Using the records below, count the lines containing "roads" and give only the total.

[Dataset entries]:
::::::::

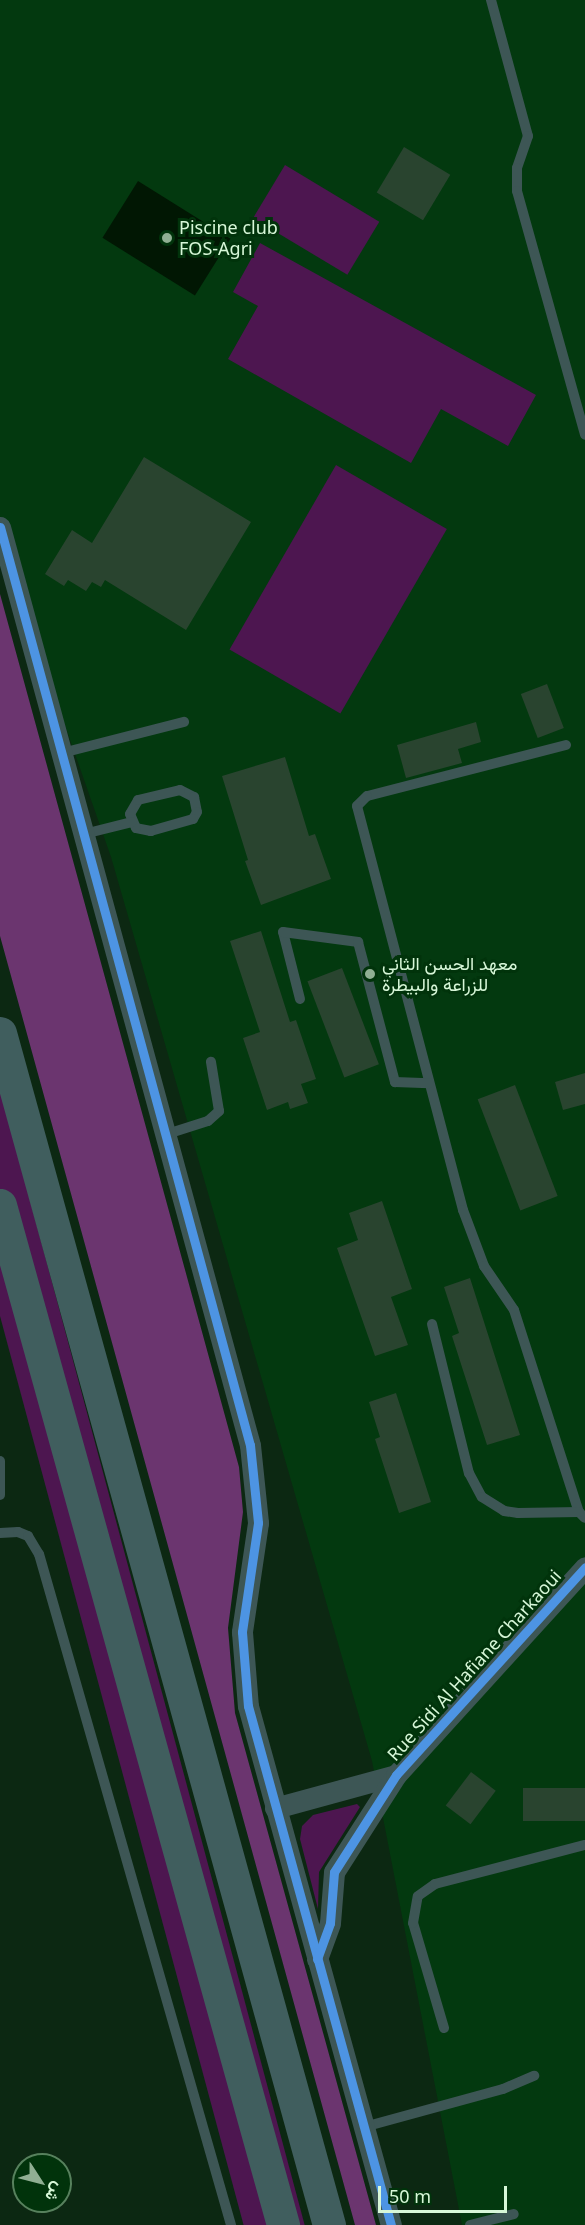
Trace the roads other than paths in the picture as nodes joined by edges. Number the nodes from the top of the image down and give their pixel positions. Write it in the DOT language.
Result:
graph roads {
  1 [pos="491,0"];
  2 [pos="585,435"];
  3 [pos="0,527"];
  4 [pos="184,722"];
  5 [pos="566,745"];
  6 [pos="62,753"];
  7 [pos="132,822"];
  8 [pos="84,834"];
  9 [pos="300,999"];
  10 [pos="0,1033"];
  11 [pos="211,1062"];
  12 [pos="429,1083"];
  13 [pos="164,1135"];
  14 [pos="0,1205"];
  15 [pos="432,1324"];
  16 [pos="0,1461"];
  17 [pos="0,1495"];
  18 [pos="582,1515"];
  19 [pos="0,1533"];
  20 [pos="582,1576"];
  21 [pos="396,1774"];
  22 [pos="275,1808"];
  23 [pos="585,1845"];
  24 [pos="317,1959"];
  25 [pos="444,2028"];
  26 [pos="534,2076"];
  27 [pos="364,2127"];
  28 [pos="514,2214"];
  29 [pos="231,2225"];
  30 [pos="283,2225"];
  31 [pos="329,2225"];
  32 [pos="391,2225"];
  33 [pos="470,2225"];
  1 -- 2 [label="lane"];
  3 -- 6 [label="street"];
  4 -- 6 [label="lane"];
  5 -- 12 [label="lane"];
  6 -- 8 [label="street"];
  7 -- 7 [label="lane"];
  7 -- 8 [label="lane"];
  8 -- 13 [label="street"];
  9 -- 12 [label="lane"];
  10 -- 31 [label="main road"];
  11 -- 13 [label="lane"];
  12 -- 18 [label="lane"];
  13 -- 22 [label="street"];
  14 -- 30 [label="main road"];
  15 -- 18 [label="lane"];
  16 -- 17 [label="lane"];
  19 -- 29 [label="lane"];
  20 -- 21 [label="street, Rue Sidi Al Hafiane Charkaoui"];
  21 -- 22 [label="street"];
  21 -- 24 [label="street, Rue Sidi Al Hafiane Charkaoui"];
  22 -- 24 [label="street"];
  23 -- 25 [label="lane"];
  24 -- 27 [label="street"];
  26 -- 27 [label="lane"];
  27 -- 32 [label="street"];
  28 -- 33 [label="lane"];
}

::::::::

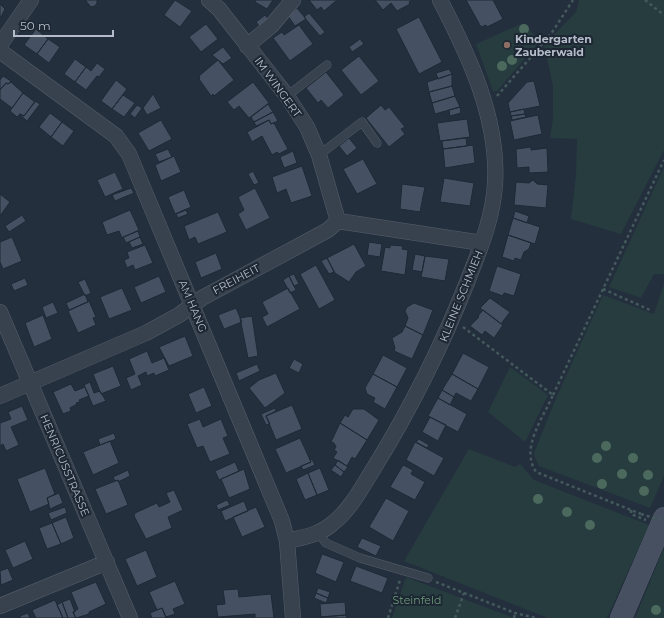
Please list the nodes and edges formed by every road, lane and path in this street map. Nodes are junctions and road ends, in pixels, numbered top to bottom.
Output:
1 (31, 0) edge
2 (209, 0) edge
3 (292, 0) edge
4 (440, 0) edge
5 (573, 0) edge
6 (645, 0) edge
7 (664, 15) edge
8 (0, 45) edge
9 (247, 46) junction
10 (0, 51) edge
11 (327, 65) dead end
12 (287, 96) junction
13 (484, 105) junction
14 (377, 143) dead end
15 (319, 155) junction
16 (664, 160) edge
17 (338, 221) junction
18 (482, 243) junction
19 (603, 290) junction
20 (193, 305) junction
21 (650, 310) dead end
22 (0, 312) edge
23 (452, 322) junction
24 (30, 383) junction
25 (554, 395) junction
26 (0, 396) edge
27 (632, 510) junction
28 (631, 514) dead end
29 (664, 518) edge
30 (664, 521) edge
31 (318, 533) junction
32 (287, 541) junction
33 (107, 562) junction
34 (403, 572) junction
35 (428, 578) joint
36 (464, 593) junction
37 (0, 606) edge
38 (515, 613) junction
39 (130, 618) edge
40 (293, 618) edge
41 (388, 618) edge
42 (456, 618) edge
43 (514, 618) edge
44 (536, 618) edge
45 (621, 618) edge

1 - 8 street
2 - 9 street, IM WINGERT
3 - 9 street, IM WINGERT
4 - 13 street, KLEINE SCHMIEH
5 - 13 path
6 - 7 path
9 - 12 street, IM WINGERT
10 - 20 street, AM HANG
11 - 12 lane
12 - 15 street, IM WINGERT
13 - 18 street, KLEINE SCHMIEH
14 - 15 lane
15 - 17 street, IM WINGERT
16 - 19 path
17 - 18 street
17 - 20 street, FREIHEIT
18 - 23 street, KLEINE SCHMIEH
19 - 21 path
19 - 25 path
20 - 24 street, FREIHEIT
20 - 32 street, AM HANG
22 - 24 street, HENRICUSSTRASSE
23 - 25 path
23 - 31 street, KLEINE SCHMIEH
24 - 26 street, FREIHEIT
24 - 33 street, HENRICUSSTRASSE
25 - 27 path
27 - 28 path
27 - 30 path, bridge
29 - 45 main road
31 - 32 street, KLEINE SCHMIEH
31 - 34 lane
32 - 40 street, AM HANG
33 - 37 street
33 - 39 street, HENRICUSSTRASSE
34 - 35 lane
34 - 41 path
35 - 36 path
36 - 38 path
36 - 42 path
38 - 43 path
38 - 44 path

::::::::

[Output for this task]: 2